Ph.D. Dissertation – The Business of Adaptation: Reproducing inequality in the face of climate crisis

Raised household plinths | Khulna, Bangladesh

The Business of Adaptation: Reproducing inequality in the face of climate crisis

Adapting societies to the impacts of climate change will be one of the most important undertakings of the coming decade. In Bangladesh, widely considered to be one of the countries that is most vulnerable to climate impacts, adaptation projects are already being implemented. In this post-colonial, Global South context, the organizations that plan, fund, and implement adaptation projects have substantial leeway in deciding what counts as adaptation and how it should be enacted. This may include interventions that range from distributing flood-resilient seeds to farmers, to constructing cyclone shelters, to educating schoolchildren about climate change. The results of what is (and is not) implemented as adaptation has critical implications for communities’ futures, and yet the assumptions, logics, and organizational dynamics that inform adaptation projects remain understudied.

My dissertation asks the question, how is adaptation being planned and implemented in Bangladesh and what are the implications for climate justice? Through an examination of power and inequality in four elements of adaptation projects – accessing funds, defining vulnerability, incorporating knowledge, and promoting sustainability – I argue that inequality is being reproduced through adaptation, such that those who cannot adapt on their own are further marginalized through adaptation efforts. To make this argument I draw upon eight months of fieldwork in Bangladesh, including 91 interviews with representatives from organizations contributing to adaptation efforts – bilateral donor agencies, multilateral climate funds, international development organizations and NGOs, local NGOs, research organizations, and government agencies – as well as field visits to five adaptation project sites, 36 interviews and focus groups with project beneficiaries, non-beneficiaries, and local implementers at those sites, and observations at project stakeholder meetings and national and international climate conferences.

I begin by introducing a novel and innovative concept to theorize the universe of actors involved in adaptation: the adaptation field. Drawing upon field theory in cultural and organizational sociology, I demonstrate that adaptation actors are best conceptualized as a field in order to understand these organizations’ approaches to adaptation. I elaborate six elements of the adaptation field that are examined across various strains of field theory: (1) field formation; (2) relationships to other fields; (3) field scale; (4) relationships and relative positioning between field actors; (5) rules of the field; and (6) change (versus stability) in the field. I explain that, in Bangladesh, the adaptation field is comprised of elite global actors such as donor agencies and international organizations, as well as marginalized local actors such as local NGOs and research organizations. Moreover, the field is highly dependent on the proximate development field, skewing adaptation projects toward development-as-usual approaches and limiting the transformative potential of adaptation interventions.

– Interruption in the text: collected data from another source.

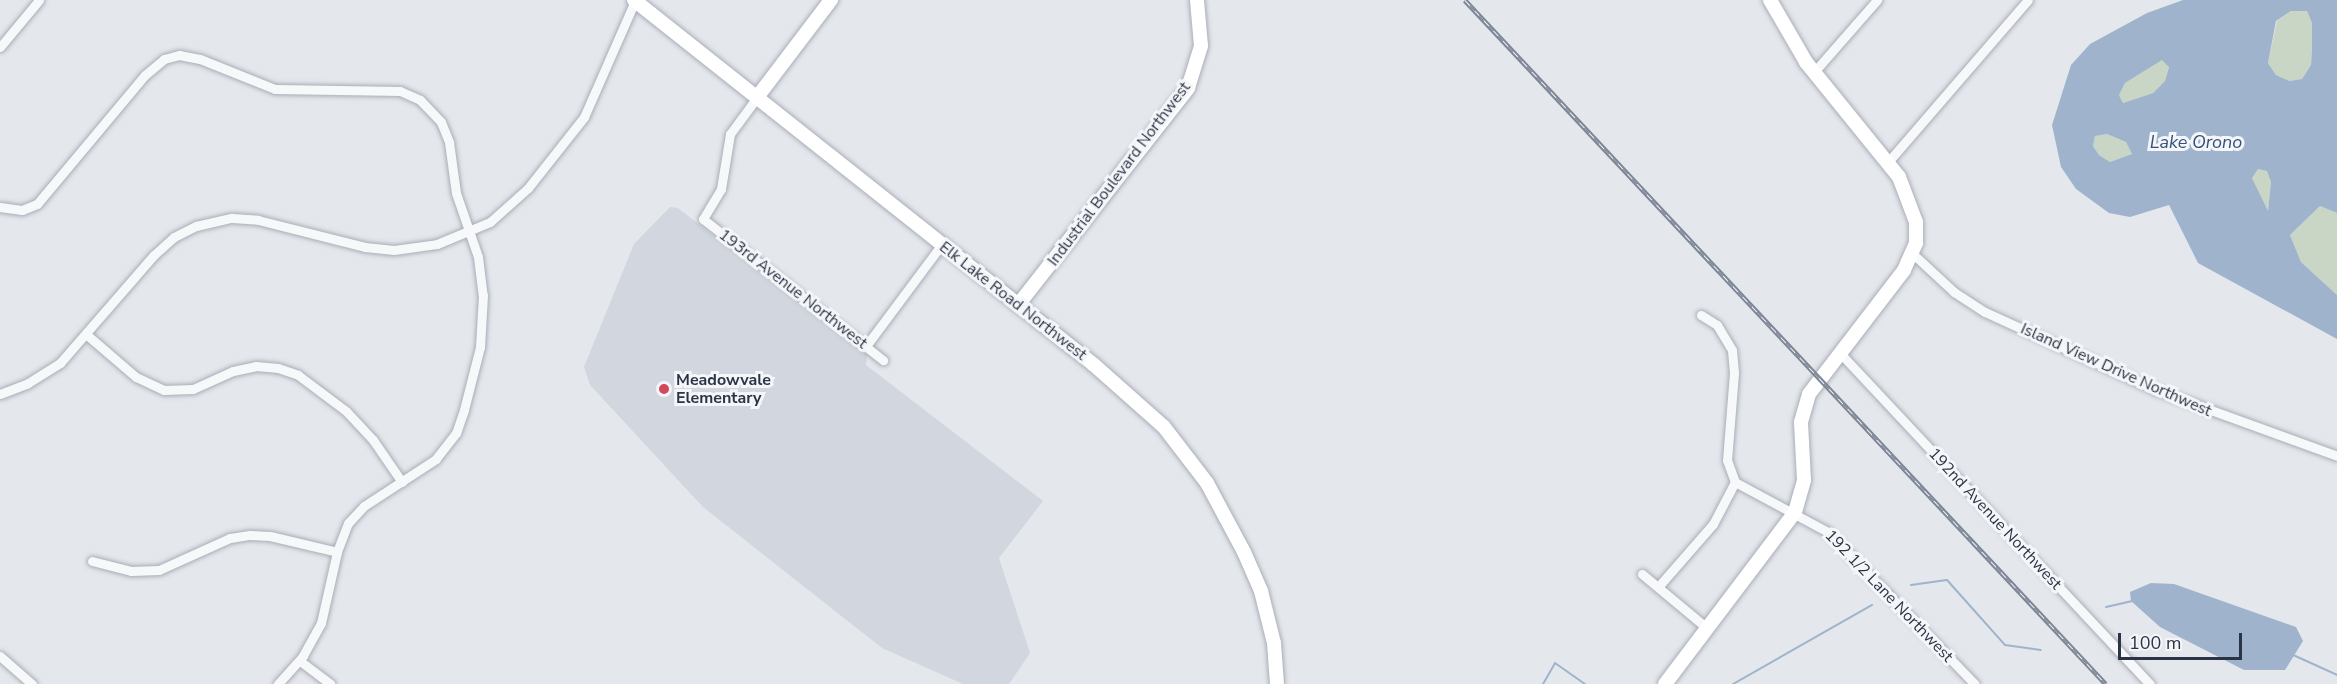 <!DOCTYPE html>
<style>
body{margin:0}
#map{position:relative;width:2337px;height:684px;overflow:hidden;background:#e4e7ec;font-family:"Nunito Sans",sans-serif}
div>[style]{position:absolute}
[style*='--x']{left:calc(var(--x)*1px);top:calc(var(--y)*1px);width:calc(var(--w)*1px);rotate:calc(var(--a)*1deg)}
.built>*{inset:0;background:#d2d6de}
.green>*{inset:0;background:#c9d6c5}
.water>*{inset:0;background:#9fb4cc}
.stream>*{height:2px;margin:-1px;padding:0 1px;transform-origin:1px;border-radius:1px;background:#9fb4cc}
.roads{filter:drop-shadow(0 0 2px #a9aeb7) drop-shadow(0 0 2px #a9aeb7)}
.street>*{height:9px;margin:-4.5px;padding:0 4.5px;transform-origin:4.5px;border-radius:4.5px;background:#f7f8fa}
.secondary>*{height:14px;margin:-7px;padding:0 7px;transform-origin:7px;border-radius:7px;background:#fff}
.rail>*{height:4.5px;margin-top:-2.25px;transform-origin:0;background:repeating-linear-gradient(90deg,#f4f6f9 0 7px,#7d8696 0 14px);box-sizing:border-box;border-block:2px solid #7d8696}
.dots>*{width:16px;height:16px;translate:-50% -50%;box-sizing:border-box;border:3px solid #f4f6f9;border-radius:50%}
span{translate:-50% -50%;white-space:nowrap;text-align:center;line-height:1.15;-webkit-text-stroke:6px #f4f6f9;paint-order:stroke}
.street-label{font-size:16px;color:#2b3445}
.poi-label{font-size:16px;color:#2b3445;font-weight:700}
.left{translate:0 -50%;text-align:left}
.water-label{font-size:18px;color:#34527a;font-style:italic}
.scale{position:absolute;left:2118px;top:633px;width:124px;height:27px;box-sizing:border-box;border:3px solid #2b3445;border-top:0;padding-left:8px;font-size:18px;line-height:21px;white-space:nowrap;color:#2b3445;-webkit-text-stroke:4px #f4f6f9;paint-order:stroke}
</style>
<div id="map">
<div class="built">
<i style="clip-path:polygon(670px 207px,678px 208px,867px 355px,866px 365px,1043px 501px,999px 558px,1030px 653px,1009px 684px,963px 684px,882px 648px,703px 507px,590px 385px,584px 367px,634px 244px)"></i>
</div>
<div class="green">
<i style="clip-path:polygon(2291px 11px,2307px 11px,2312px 23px,2312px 50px,2311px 65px,2302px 79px,2288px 81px,2276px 75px,2268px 63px,2277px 21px)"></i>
<i style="clip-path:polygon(2163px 59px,2169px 66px,2165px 81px,2153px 93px,2123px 103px,2119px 95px,2125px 83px)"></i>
<i style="clip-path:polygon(2107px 134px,2126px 142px,2132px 154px,2110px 162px,2099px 155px,2093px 146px,2095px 136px)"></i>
<i style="clip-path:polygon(2258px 169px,2267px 171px,2271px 182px,2268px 212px,2252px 178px)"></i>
<i style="clip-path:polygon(2320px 206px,2337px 213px,2337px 295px,2301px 262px,2290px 235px)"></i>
</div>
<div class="water">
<i style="clip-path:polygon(evenodd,2183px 0,2337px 0,2337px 213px,2320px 206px,2290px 235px,2301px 262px,2337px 295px,2337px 339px,2198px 263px,2169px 205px,2130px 217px,2109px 213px,2076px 189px,2061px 167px,2052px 125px,2071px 65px,2090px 44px,2147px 13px,2183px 0,2291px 11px,2307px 11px,2312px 23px,2312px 50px,2311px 65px,2302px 79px,2289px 81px,2276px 75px,2268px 63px,2276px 21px,2291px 11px,2183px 0,2162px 60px,2169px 67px,2165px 81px,2153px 93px,2123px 103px,2119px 95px,2125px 83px,2162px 60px,2183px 0,2107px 134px,2126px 142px,2132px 154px,2110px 162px,2099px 155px,2093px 146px,2095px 136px,2107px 134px,2183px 0,2258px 169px,2267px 171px,2271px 182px,2268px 211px,2252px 178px,2258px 169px)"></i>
<i style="clip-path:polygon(2151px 583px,2174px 584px,2296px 627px,2303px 641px,2285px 670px,2244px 670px,2160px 627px,2131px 601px,2130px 592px)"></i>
</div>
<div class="stream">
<i style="--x:1911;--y:585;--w:36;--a:-8"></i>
<i style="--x:1947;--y:580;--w:87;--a:48.3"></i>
<i style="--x:2005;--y:645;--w:36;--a:8"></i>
<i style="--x:2106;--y:607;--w:27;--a:-13"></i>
<i style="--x:2291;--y:654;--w:51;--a:24.5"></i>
<i style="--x:1543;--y:684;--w:24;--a:-60"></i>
<i style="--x:1555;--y:663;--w:37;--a:35"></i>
<i style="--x:1733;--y:684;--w:160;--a:-29.6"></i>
</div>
<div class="roads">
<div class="street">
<i style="--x:0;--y:47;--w:61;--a:-50.3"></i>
<i style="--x:1814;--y:72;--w:96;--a:-48.8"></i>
<i style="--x:758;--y:96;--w:47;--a:126.4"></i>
<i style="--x:730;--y:134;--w:56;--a:99.3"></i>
<i style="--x:721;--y:189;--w:35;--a:121"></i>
<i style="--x:703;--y:219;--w:229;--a:38.1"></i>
<i style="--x:1888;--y:162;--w:214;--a:-49.2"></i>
<i style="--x:0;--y:207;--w:22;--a:8"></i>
<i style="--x:22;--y:210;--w:16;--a:-22"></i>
<i style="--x:37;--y:204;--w:168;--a:-50.1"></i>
<i style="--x:145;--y:75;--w:25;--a:-40"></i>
<i style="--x:164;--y:59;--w:16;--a:-15"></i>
<i style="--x:179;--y:55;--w:21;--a:11"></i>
<i style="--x:200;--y:59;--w:81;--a:21.8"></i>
<i style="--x:275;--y:89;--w:125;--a:0.9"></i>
<i style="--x:400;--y:91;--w:22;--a:24"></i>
<i style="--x:420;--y:100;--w:30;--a:46"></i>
<i style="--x:441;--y:122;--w:22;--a:68"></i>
<i style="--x:449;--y:142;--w:51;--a:82.2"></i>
<i style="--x:456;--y:193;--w:68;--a:71"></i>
<i style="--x:478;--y:257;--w:38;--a:83"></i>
<i style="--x:483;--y:295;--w:52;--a:93.3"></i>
<i style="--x:480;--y:347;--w:65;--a:104.3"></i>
<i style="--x:464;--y:410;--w:24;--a:109"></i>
<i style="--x:456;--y:433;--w:33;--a:128"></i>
<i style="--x:436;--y:459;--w:86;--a:146.9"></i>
<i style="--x:364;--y:506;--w:23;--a:133"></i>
<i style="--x:348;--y:523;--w:31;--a:111"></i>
<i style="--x:337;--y:552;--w:73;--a:102.7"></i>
<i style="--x:321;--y:623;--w:38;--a:119"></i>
<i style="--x:303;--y:656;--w:38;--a:132"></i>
<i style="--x:1913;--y:254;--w:56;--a:42.8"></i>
<i style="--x:1954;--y:292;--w:37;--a:33"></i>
<i style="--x:1985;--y:312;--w:188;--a:24.5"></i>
<i style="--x:2156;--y:390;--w:193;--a:20"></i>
<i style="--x:87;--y:335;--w:65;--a:40.6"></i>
<i style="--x:136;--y:377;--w:31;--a:25"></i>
<i style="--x:164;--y:390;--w:29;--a:-2"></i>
<i style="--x:193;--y:389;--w:44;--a:-24.2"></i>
<i style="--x:233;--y:371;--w:24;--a:-12"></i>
<i style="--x:256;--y:366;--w:22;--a:5"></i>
<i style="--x:278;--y:368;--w:21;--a:19"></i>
<i style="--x:298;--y:375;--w:60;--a:36.9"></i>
<i style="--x:346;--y:411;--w:40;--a:47"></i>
<i style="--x:373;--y:440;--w:51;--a:55.4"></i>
<i style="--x:866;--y:346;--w:127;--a:-53.3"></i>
<i style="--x:1841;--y:354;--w:452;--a:46.9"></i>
<i style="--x:0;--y:394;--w:30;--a:-21"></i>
<i style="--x:28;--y:383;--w:38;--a:-32"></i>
<i style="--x:60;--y:363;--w:143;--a:-49"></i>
<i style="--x:154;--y:255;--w:27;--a:-42"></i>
<i style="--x:174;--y:237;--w:25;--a:-27"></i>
<i style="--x:196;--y:226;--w:37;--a:-13"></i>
<i style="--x:232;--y:218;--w:26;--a:4"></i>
<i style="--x:258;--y:220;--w:110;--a:14.2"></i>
<i style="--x:365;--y:247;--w:29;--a:6"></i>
<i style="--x:394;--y:250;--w:43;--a:-7.9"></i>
<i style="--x:437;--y:244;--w:57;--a:-22.5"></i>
<i style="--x:490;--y:222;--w:51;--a:-41.8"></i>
<i style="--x:528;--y:188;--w:90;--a:-51.7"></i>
<i style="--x:584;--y:117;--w:127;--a:-66.3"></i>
<i style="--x:1735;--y:482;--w:106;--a:28.3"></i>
<i style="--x:1828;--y:532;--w:211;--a:46"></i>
<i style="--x:92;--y:561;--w:40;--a:14.4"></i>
<i style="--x:131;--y:571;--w:28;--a:-2"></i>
<i style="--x:159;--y:570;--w:78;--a:-24.3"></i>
<i style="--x:230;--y:538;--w:20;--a:-9"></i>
<i style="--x:250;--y:535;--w:20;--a:3"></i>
<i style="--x:270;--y:536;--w:69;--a:13.4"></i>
<i style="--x:1642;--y:574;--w:86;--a:39.8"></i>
<i style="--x:1658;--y:587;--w:84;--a:-48.9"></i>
<i style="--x:1713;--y:524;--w:47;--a:-62.4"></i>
<i style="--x:1735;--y:482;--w:23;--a:-110"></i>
<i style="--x:1727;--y:460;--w:87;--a:-85.4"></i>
<i style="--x:1734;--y:373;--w:23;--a:-95"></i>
<i style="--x:1732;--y:350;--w:29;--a:-121"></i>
<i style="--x:1717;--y:325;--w:19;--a:-148"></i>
<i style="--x:0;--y:656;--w:43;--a:41.2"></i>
<i style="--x:300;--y:661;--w:38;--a:37"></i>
</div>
<div class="secondary">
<i style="--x:634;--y:0;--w:586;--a:38.42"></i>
<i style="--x:1093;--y:364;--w:95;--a:41.6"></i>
<i style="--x:1164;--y:427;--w:71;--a:52.5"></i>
<i style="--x:1207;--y:483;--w:78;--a:61.8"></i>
<i style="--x:1244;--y:552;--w:43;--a:66.4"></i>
<i style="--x:1261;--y:591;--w:54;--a:76"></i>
<i style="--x:1274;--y:643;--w:41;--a:85.8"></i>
<i style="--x:758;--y:96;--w:121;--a:-52.8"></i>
<i style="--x:1018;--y:305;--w:276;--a:-51.9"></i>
<i style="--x:1188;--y:88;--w:44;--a:-72.8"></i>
<i style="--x:1201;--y:46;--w:46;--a:-95"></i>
<i style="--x:1665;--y:684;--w:216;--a:-52.9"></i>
<i style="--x:1795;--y:512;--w:33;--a:-74"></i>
<i style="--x:1804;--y:480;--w:58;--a:-93"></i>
<i style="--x:1801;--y:422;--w:29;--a:-74"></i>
<i style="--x:1809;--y:394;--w:156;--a:-52.5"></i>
<i style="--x:1904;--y:270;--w:30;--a:-66"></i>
<i style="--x:1916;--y:243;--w:21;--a:-90"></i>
<i style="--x:1916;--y:222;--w:48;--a:-110.7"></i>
<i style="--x:1899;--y:177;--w:148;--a:-129"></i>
<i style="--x:1806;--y:62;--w:72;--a:-120.1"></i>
</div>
</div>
<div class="rail">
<i style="--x:1465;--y:0;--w:937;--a:46.86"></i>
</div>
<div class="dots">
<i style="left:664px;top:389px;background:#d1495b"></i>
</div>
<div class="street-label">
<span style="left:1119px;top:174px;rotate:-53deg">Industrial Boulevard Northwest</span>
<span style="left:793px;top:289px;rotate:38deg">193rd Avenue Northwest</span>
<span style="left:1013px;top:301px;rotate:38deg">Elk Lake Road Northwest</span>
<span style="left:2116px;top:370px;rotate:24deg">Island View Drive Northwest</span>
<span style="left:1995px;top:519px;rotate:47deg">192nd Avenue Northwest</span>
<span style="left:1889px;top:596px;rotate:46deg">192 1/2 Lane Northwest</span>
</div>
<div class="poi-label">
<span class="left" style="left:676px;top:389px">Meadowvale<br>Elementary</span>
</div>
<div class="water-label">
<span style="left:2196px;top:142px">Lake Orono</span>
</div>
<div class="scale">100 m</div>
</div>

Chapter 3 – “The Business of Adaptation” – tackles the problem of funding distribution for adaptation projects. After realizing in my fieldwork that the language and logic of business abounds in adaptation work, I ask, why are these considerations informing climate adaptation and what are the effects? I argue that elite actors in the adaptation field view themselves as investors and aim to avoid corruption, increase value for money, and demand evidence for success, which together systematically prevents local organizations from accessing funds. In Chapter 4 – “Is Vulnerability the New Poverty?” – I ask, how is vulnerability operationalized by actors in the adaptation field? I argue that field actors characterize vulnerability according to a tripartite interaction between biophysical hazards, social barriers to resilience, and individual and communal deficits that reduce adaptive capacity. In doing so they make development a crucial step in adaptation, justifying the continued intervention of foreign actors in Bangladesh and limiting the possibilities for what adaptation can entail.

Chapter 5 – “Expertise, exclusivity, and romanticizing the ‘local’” – delves into the processes by which knowledge is incorporated into adaptation projects. I ask whose knowledge informs project planning and why? I argue that local knowledge is selectively and performatively incorporated into adaptation projects to give the impression of participatory engagement, while the expertise of global scientific experts and development practitioners determines how an adaptation project will take place. In Chapter 6 – “The Sustainable Project” – I ask, what do organizations prioritize in pursuing sustainable adaptation projects? I argue that the sustainability of projects over the long-term (with or without environmental sustainability) is a goal among adaptation field actors, yet sustainability is often made the responsibility of locals who are unable or uninterested to continue the projects on their own.

This dissertation makes an important contribution to the literature on climate adaptation, which has thus far neglected to empirically examine the consequences of organizational structures, norms, and assumptions in decision-making. I demonstrate that the characteristics of the adaptation field create and maintain inequalities in power between actors and marginalizes locals who have the most at stake in adaptation. In doing so I incorporate insights from organizational sociology, international relations, critical development scholarship, science and technology studies, and environmental sociology. I ultimately assert that a drastic restructuring of the adaptation field is urgently needed in order to make substantive positive changes in vulnerable communities and ecosystems, and to pursue climate justice.